2016 Safety, Security and International Affairs
Finalist

Ajay Bhatt and the Operation No Safe Haven Team

Tracked down 70 human rights violators living illegally in the United States and coordinated their removal to face justice for crimes including murder, torture and ethnic cleansing.

America has long been a refuge for people who flee persecution and violence in their homelands. But, as it turns out, this country also has been a safe haven for human rights violators seeking to avoid punishment for their heinous crimes abroad.

Ajay Bhatt, a legal advisor with U.S. Immigration and Customs Enforcement, along with colleagues in ICE’s Human Rights Law Section, are dedicated to locating and removing human rights violators to ensure they cannot escape justice by hiding in the United States.
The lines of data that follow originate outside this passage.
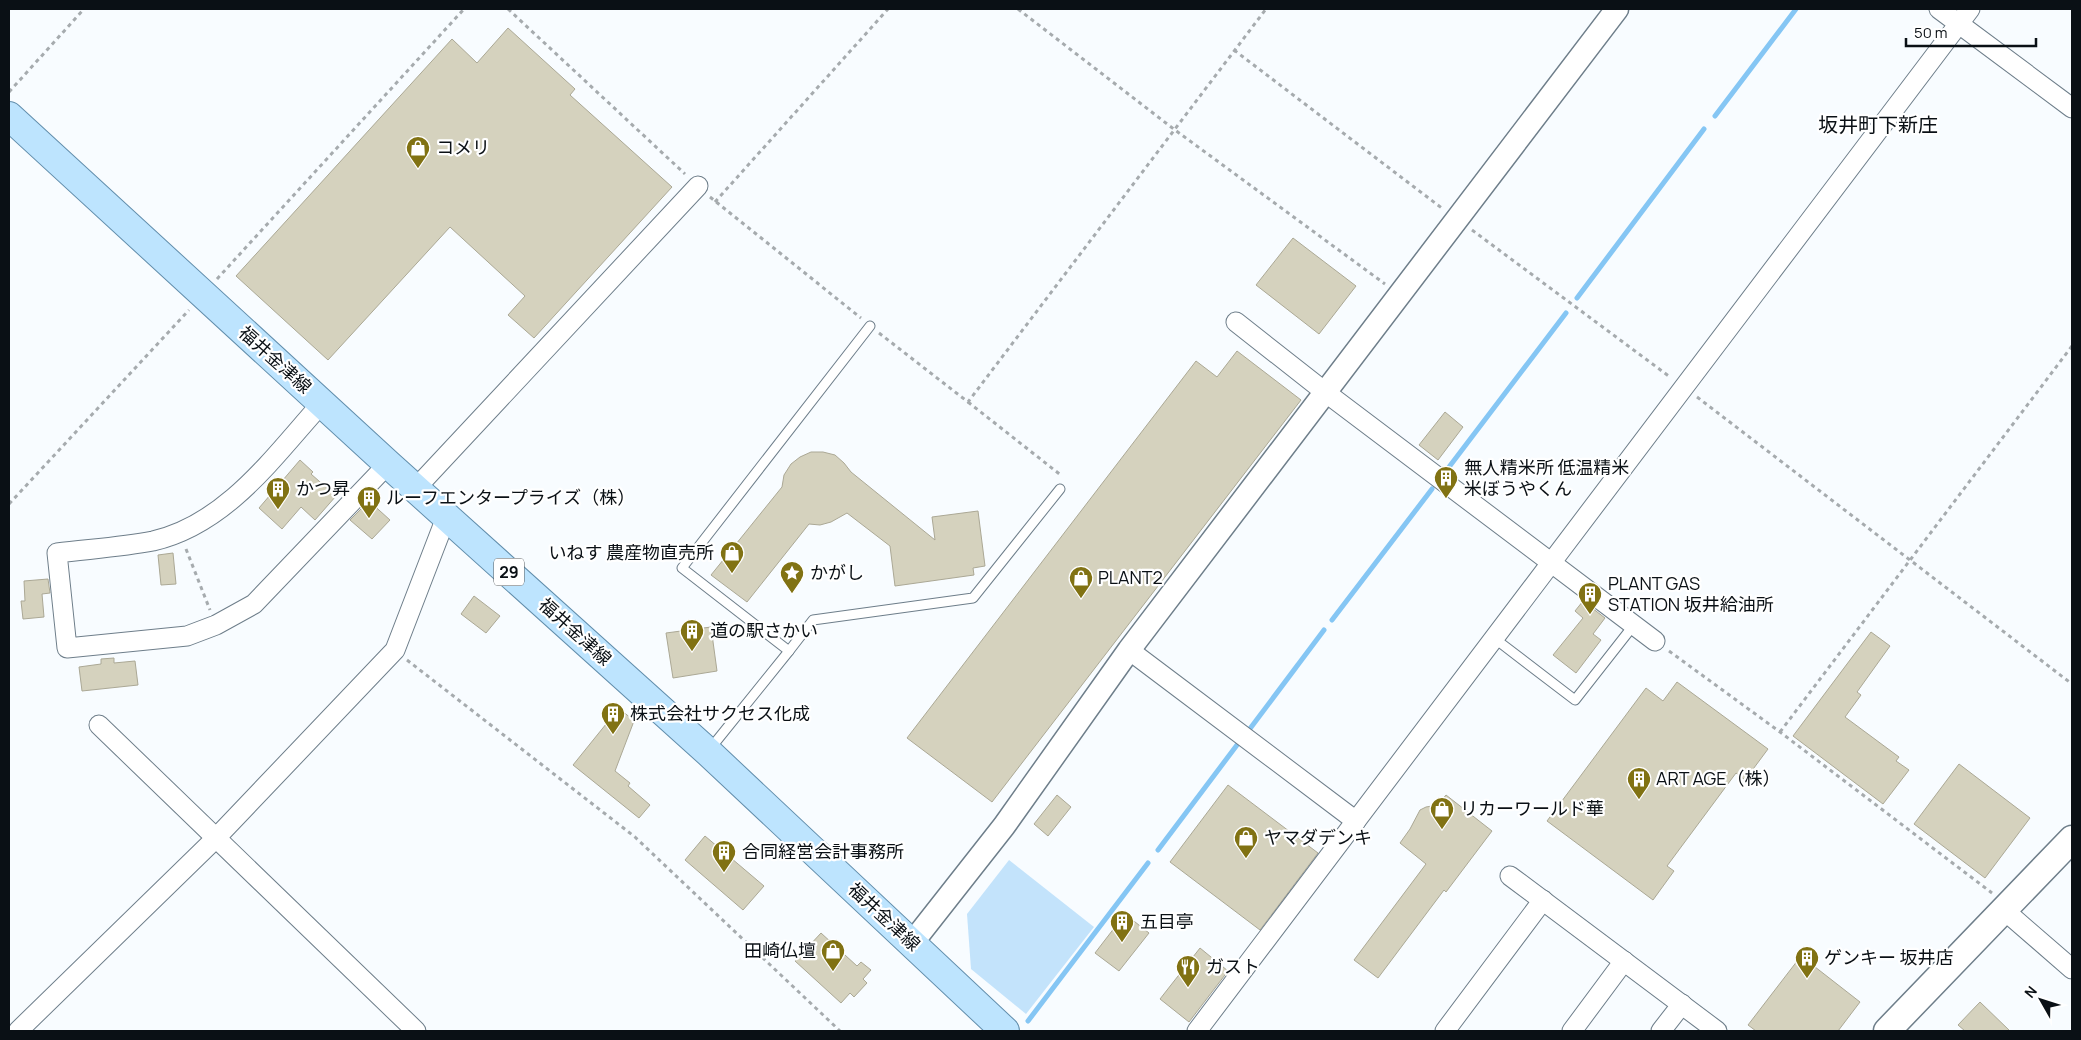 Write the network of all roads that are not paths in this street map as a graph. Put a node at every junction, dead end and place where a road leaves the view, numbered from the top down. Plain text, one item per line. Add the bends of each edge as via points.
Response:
1 (1617, 9) edge
2 (1939, 9) edge
3 (1964, 16) edge
4 (2072, 108) edge
5 (9, 116) edge
6 (698, 186) dead end
7 (1236, 322) dead end
8 (870, 326) road end
9 (1325, 392) junction
10 (322, 403) junction
11 (388, 464) junction
12 (416, 488) junction
13 (1060, 489) dead end
14 (446, 515) junction
15 (1552, 564) junction
16 (1633, 626) junction
17 (1494, 638) junction
18 (1655, 641) road end
19 (1129, 650) junction
20 (789, 651) junction
21 (99, 725) dead end
22 (708, 752) junction
23 (1356, 821) junction
24 (215, 838) junction
25 (2072, 839) edge
26 (1510, 876) dead end
27 (1543, 900) junction
28 (2006, 908) junction
29 (912, 943) junction
30 (1624, 961) junction
31 (2072, 969) edge
32 (1682, 1004) junction
33 (1577, 1029) edge
34 (18, 1031) edge
35 (416, 1031) edge
36 (1005, 1031) edge
37 (1197, 1031) edge
38 (1445, 1031) edge
39 (1661, 1031) edge
40 (1717, 1031) edge
41 (1887, 1031) edge

1 - 9 street
2 - 3 street
3 - 4 street
3 - 15 street
5 - 10 main road, 福井金津線 / 29
6 - 12 street
7 - 9 street
8 - 20 lane via 682,568
9 - 15 street
9 - 19 street
10 - 11 main road, 福井金津線 / 29
10 - 11 street via 237,497 198,524 153,540 58,553 66,648 187,636 216,625 254,604
11 - 12 main road, 福井金津線 / 29
12 - 14 main road, 福井金津線 / 29
13 - 20 lane via 973,598 813,620
14 - 22 main road, 福井金津線 / 29
14 - 24 street via 395,650
15 - 16 street
15 - 17 street
16 - 17 lane via 1576,700
16 - 18 street
17 - 23 street
19 - 23 street
19 - 29 street via 1004,826
20 - 22 lane
21 - 24 street
22 - 29 main road, 福井金津線 / 29
23 - 37 street
24 - 34 street
24 - 35 street
25 - 28 main road
26 - 27 street
27 - 30 street
27 - 38 street
28 - 31 street
28 - 41 main road
29 - 36 main road, 福井金津線 / 29
30 - 32 street
30 - 33 street
32 - 39 street
32 - 40 street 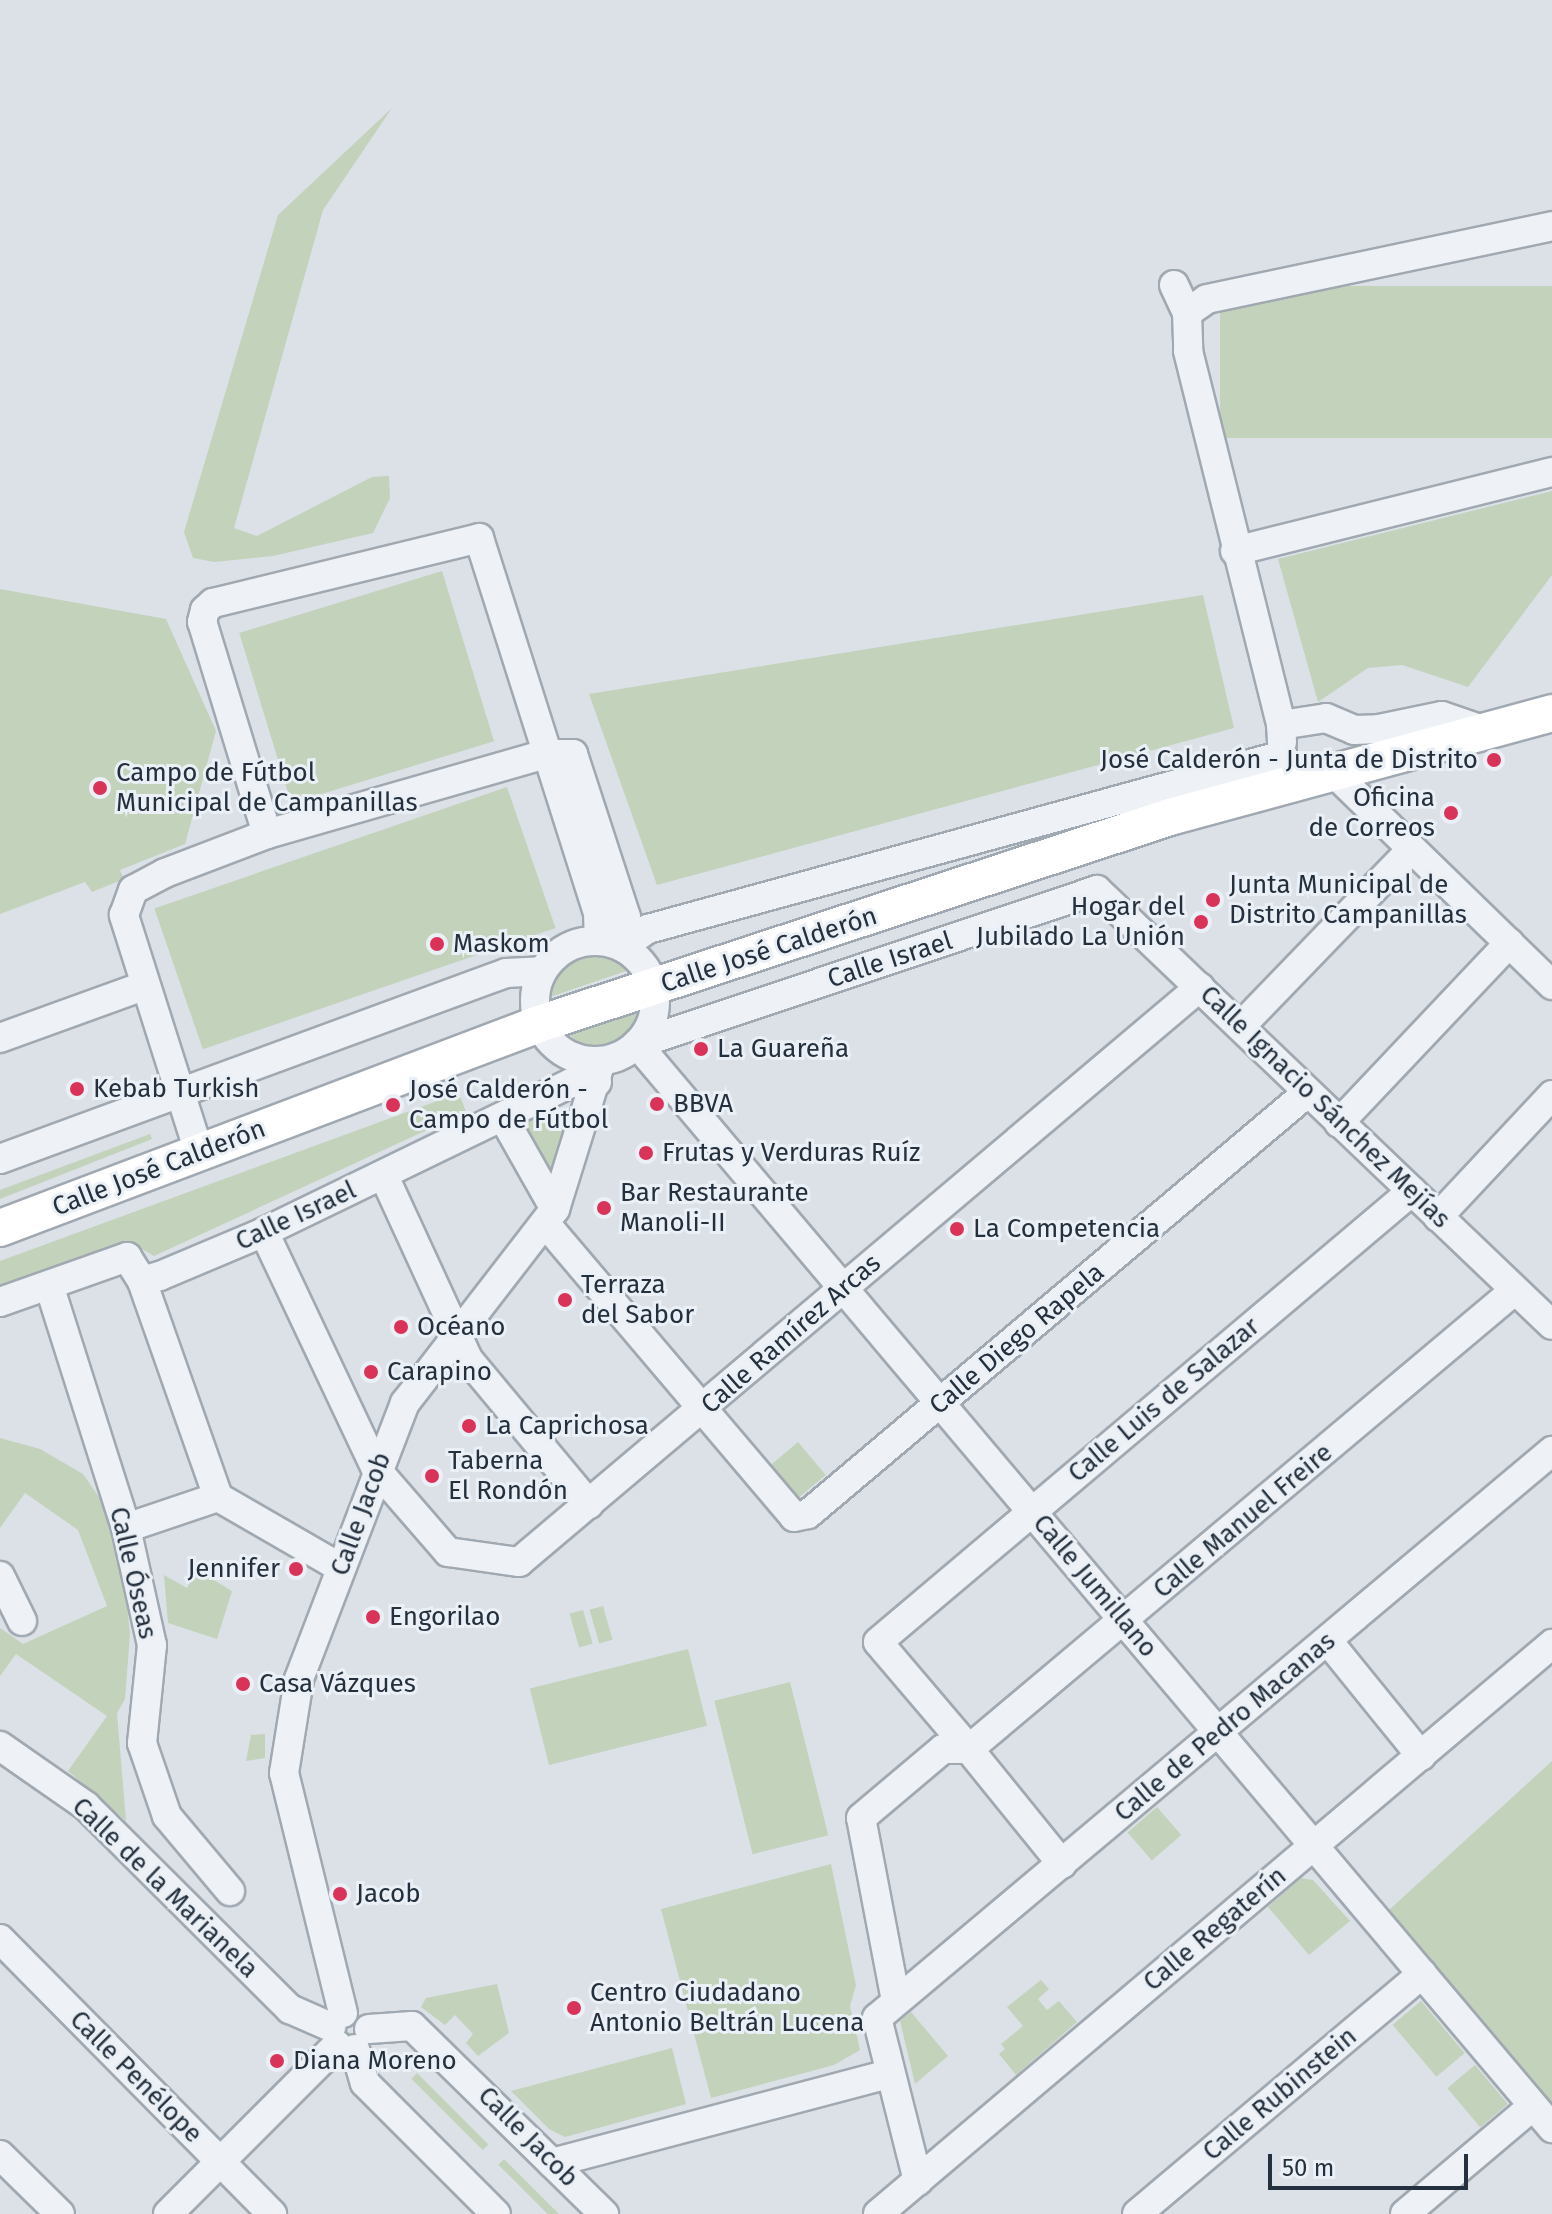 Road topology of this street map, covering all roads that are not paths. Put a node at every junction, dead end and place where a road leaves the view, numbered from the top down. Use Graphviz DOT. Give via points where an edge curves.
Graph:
graph roads {
  1 [pos="1552,226"];
  2 [pos="1174,285"];
  3 [pos="1187,313"];
  4 [pos="1552,472"];
  5 [pos="1235,551"];
  6 [pos="1552,713"];
  7 [pos="1281,725"];
  8 [pos="1483,730"];
  9 [pos="546,754"];
  10 [pos="1287,769"];
  11 [pos="1332,771"];
  12 [pos="267,834"];
  13 [pos="1412,849"];
  14 [pos="1097,890"];
  15 [pos="1509,943"];
  16 [pos="610,944"];
  17 [pos="542,971"];
  18 [pos="1552,985"];
  19 [pos="144,986"];
  20 [pos="1200,987"];
  21 [pos="654,988"];
  22 [pos="539,1024"];
  23 [pos="1241,1026"];
  24 [pos="0,1038"];
  25 [pos="637,1044"];
  26 [pos="599,1072"];
  27 [pos="179,1092"];
  28 [pos="1308,1092"];
  29 [pos="1552,1095"];
  30 [pos="504,1119"];
  31 [pos="1339,1123"];
  32 [pos="199,1152"];
  33 [pos="0,1159"];
  34 [pos="384,1176"];
  35 [pos="1412,1191"];
  36 [pos="550,1216"];
  37 [pos="1438,1217"];
  38 [pos="0,1228"];
  39 [pos="264,1232"];
  40 [pos="142,1281"];
  41 [pos="49,1285"];
  42 [pos="841,1290"];
  43 [pos="1515,1290"];
  44 [pos="0,1302"];
  45 [pos="1547,1311"];
  46 [pos="456,1331"];
  47 [pos="939,1405"];
  48 [pos="700,1412"];
  49 [pos="1552,1451"];
  50 [pos="376,1469"];
  51 [pos="218,1497"];
  52 [pos="589,1504"];
  53 [pos="1032,1510"];
  54 [pos="126,1528"];
  55 [pos="341,1568"];
  56 [pos="0,1576"];
  57 [pos="22,1621"];
  58 [pos="1125,1621"];
  59 [pos="1328,1641"];
  60 [pos="1552,1644"];
  61 [pos="1220,1733"];
  62 [pos="0,1746"];
  63 [pos="969,1749"];
  64 [pos="1421,1756"];
  65 [pos="1313,1846"];
  66 [pos="1062,1864"];
  67 [pos="230,1891"];
  68 [pos="0,1939"];
  69 [pos="1422,1974"];
  70 [pos="896,2001"];
  71 [pos="347,2033"];
  72 [pos="888,2074"];
  73 [pos="1533,2106"];
  74 [pos="1552,2128"];
  75 [pos="0,2155"];
  76 [pos="220,2162"];
  77 [pos="552,2163"];
  78 [pos="918,2181"];
  79 [pos="60,2214"];
  80 [pos="168,2214"];
  81 [pos="272,2214"];
  82 [pos="496,2214"];
  83 [pos="604,2214"];
  84 [pos="878,2214"];
  85 [pos="1137,2214"];
  86 [pos="1405,2214"];
  1 -- 3 [label="street" via="1207,299"];
  2 -- 3 [label="street"];
  3 -- 5 [label="street" via="1188,351"];
  4 -- 5 [label="street"];
  5 -- 7 [label="street"];
  6 -- 8 [label="main road, Calle José Calderón"];
  7 -- 8 [label="street" via="1326,718 1354,730 1379,729 1442,716"];
  7 -- 10 [label="street"];
  8 -- 11 [label="main road, Calle José Calderón"];
  9 -- 12 [label="street"];
  9 -- 12 [label="street" via="479,538 213,603 202,622"];
  9 -- 16 [label="street" via="573,754 626,917"];
  10 -- 11 [label="main road, Calle José Calderón"];
  10 -- 16 [label="street, Calle José Calderón" via="659,925"];
  10 -- 21 [label="main road, Calle José Calderón" via="1170,817"];
  11 -- 13 [label="street"];
  12 -- 19 [label="street" via="133,890 124,915"];
  13 -- 15 [label="street"];
  13 -- 23 [label="street"];
  14 -- 20 [label="street, Calle Ignacio Sánchez Mejías"];
  14 -- 25 [label="street, Calle Israel"];
  15 -- 18 [label="street"];
  15 -- 31 [label="street"];
  16 -- 17 [label="street, Calle José Calderón" via="569,946"];
  16 -- 21 [label="street" via="648,971"];
  17 -- 22 [label="street" via="535,997"];
  17 -- 27 [label="street" via="506,973"];
  19 -- 24 [label="street"];
  19 -- 27 [label="street"];
  20 -- 23 [label="street, Calle Ignacio Sánchez Mejías"];
  20 -- 42 [label="street, Calle Ramírez Arcas"];
  21 -- 22 [label="main road, Calle José Calderón"];
  21 -- 25 [label="street" via="649,1028"];
  22 -- 26 [label="street" via="563,1053"];
  22 -- 32 [label="main road, Calle José Calderón" via="387,1086"];
  23 -- 28 [label="street, Calle Ignacio Sánchez Mejías"];
  25 -- 26 [label="street, Calle Israel"];
  25 -- 42 [label="street, Calle Jumillano"];
  26 -- 30 [label="street, Calle Israel"];
  26 -- 36 [label="street, Calle Jacob"];
  27 -- 32 [label="street"];
  27 -- 33 [label="street"];
  28 -- 31 [label="street, Calle Ignacio Sánchez Mejías"];
  28 -- 47 [label="street, Calle Diego Rapela"];
  29 -- 37 [label="street"];
  30 -- 34 [label="street, Calle Israel"];
  30 -- 36 [label="street"];
  31 -- 35 [label="street, Calle Ignacio Sánchez Mejías"];
  32 -- 38 [label="main road, Calle José Calderón"];
  34 -- 39 [label="street, Calle Israel"];
  34 -- 46 [label="street"];
  35 -- 37 [label="street, Calle Ignacio Sánchez Mejías"];
  35 -- 53 [label="street, Calle Luis de Salazar"];
  36 -- 46 [label="street, Calle Jacob"];
  36 -- 48 [label="street"];
  37 -- 43 [label="street, Calle Ignacio Sánchez Mejías"];
  39 -- 40 [label="street, Calle Israel"];
  39 -- 50 [label="street, Calle Ramírez Arcas"];
  40 -- 41 [label="street" via="127,1257"];
  40 -- 51 [label="street"];
  41 -- 44 [label="street"];
  41 -- 54 [label="street, Calle Óseas"];
  42 -- 47 [label="street, Calle Jumillano"];
  42 -- 48 [label="street, Calle Ramírez Arcas"];
  43 -- 45 [label="street, Calle Ignacio Sánchez Mejías"];
  43 -- 58 [label="street, Calle Manuel Freire"];
  46 -- 50 [label="street, Calle Jacob" via="405,1403"];
  46 -- 52 [label="street" via="468,1359"];
  47 -- 48 [label="street, Calle Diego Rapela" via="808,1514 794,1517"];
  47 -- 53 [label="street, Calle Jumillano"];
  48 -- 52 [label="street, Calle Ramírez Arcas"];
  49 -- 59 [label="street, Calle de Pedro Macanas"];
  50 -- 52 [label="street, Calle Ramírez Arcas" via="448,1552 519,1562"];
  50 -- 55 [label="street, Calle Jacob"];
  51 -- 54 [label="street"];
  51 -- 55 [label="street"];
  53 -- 58 [label="street, Calle Jumillano"];
  53 -- 63 [label="street, Calle Luis de Salazar" via="878,1642"];
  54 -- 67 [label="street, Calle Óseas" via="152,1645 142,1743 167,1816"];
  55 -- 71 [label="street, Calle Jacob" via="299,1679 284,1773"];
  56 -- 57 [label="street"];
  58 -- 61 [label="street, Calle Jumillano"];
  58 -- 63 [label="street, Calle Manuel Freire"];
  59 -- 61 [label="street, Calle de Pedro Macanas"];
  59 -- 64 [label="street"];
  60 -- 64 [label="street, Calle Regaterín"];
  61 -- 65 [label="street, Calle Jumillano"];
  61 -- 66 [label="street, Calle de Pedro Macanas"];
  62 -- 71 [label="street, Calle de la Marianela" via="86,1806 290,2009"];
  63 -- 66 [label="street"];
  63 -- 70 [label="street, Calle Manuel Freire" via="943,1749 861,1818"];
  64 -- 65 [label="street, Calle Regaterín"];
  65 -- 69 [label="street, Calle Jumillano"];
  65 -- 78 [label="street, Calle Regaterín"];
  66 -- 70 [label="street, Calle de Pedro Macanas"];
  68 -- 76 [label="street, Calle Penélope"];
  69 -- 73 [label="street, Calle Jumillano"];
  69 -- 85 [label="street, Calle Rubinstein"];
  70 -- 72 [label="street" via="877,2018"];
  71 -- 76 [label="street"];
  71 -- 77 [label="street, Calle Jacob" via="412,2026"];
  71 -- 82 [label="street, Calle Jacob" via="365,2083"];
  72 -- 77 [label="street"];
  72 -- 78 [label="street"];
  73 -- 74 [label="street, Calle Jumillano"];
  73 -- 86 [label="street"];
  75 -- 79 [label="street"];
  76 -- 80 [label="street"];
  76 -- 81 [label="street, Calle Penélope"];
  77 -- 83 [label="street, Calle Jacob"];
  78 -- 84 [label="street, Calle Regaterín"];
}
In 2014 and 2015, Bhatt guided a successful initiative known as Operation No Safe Haven, during which he and his colleagues worked with law enforcement teams from several agencies to identify and arrest more than 70 human rights violators. They now are making sure these individuals are removed from the country and can be held accountable for their actions.

“This operation would not have happened without Ajay,” said Lisa Koven, director of the Human Rights Law Section at ICE. “Ajay got some really scary people off the street. Someone may be able to hide, but Operation No Safe Haven showed that we don’t give up on these cases, because we care about the victims.”

The fugitives arrested include a former Yugoslav man who interrogated victims for a paramilitary organization dedicated to ethnic cleansing, and a man who forcibly sterilized women in Asia. Another case involved a member of a West African revolutionary group that murdered women and children, and had evaded ICE since his order of removal more than a decade ago.

These fugitives were hiding in cities across the country, including San Francisco, Atlanta, Baltimore, Boston, New York and Miami, and they were known or suspected of persecution, genocide, torture and extrajudicial killings.

Bhatt has worked as an attorney at ICE for the past 10 years and realized during this time there was a sizable number of individuals facing court orders for their removal who had become fugitives.

Before Operation No Safe Haven, ICE had addressed these cases individually. Bhatt recognized an opportunity to tackle many cases all at once. He sifted through hundreds of ICE files to determine who had deportation orders but had not been removed, and if there were any legal reasons for their continued presence in the U.S.

He worked closely with colleagues at ICE and the departments of Justice and State, as well as with law enforcement agencies across the country, to track down these individuals, enforce the law and arrange for their home country or another country to take them into custody.

“He’s so successful because he understands how to move the machinery,” said Dan Smulow, a Justice Department attorney. “The public benefits from this work without knowing it. He can truly say he made the country a little better each day.”

Once Bhatt and his colleagues finalized the details of various cases, David Collado, a senior ICE official, coordinated the often dangerous task of arresting and detaining the fugitives during multi-day operational roundups in 2014 and another in 2015.

In the case of a Central American rights violator hiding in Los Angeles, enforcement agents found a cache of weapons and ammunition. This individual had served in a military unit implicated in human rights atrocities during the civil war in his country in the 1980s, and had since committed assault and firearms crimes in the U.S.

Bhatt has been passionate about repatriation cases since working at the State Department, where he began as a Presidential Management Fellow in 2001. In 2003 he negotiated his first repatriation case, which led to the deportation of Abdi Ali Nur Mohamed, a Somali military judge who participated in the execution of innocent civilians under the dictatorship of Mohamed Siad Barre.

Including his work with Operation No Safe Haven, Bhatt has been involved in more than 200 human rights-related repatriation cases at both the State Department and ICE.

“Ajay Bhatt is completely dedicated to making sure people don’t get away scot-free,” said Helki Spikle, deputy director of ICE’s Human Rights Law Section.

Some of Bhatt’s earlier cases involved former Nazis hiding in the United States, including John Demjanjuk, who was convicted as an accessory to the murder of 28,060 Jews. Demjanjuk was employed at an automotive plant in Ohio before it was discovered that he had served as a Nazi guard at concentration camps in Poland and Bavaria. In 2009, Demjanjuk was deported to Germany to face justice.

“This work can be stressful at times, but it is truly exciting,” said Bhatt. “Hopefully, by denying safe haven to human rights abusers, Americans can see that we have due process in the United States and we believe in human rights.”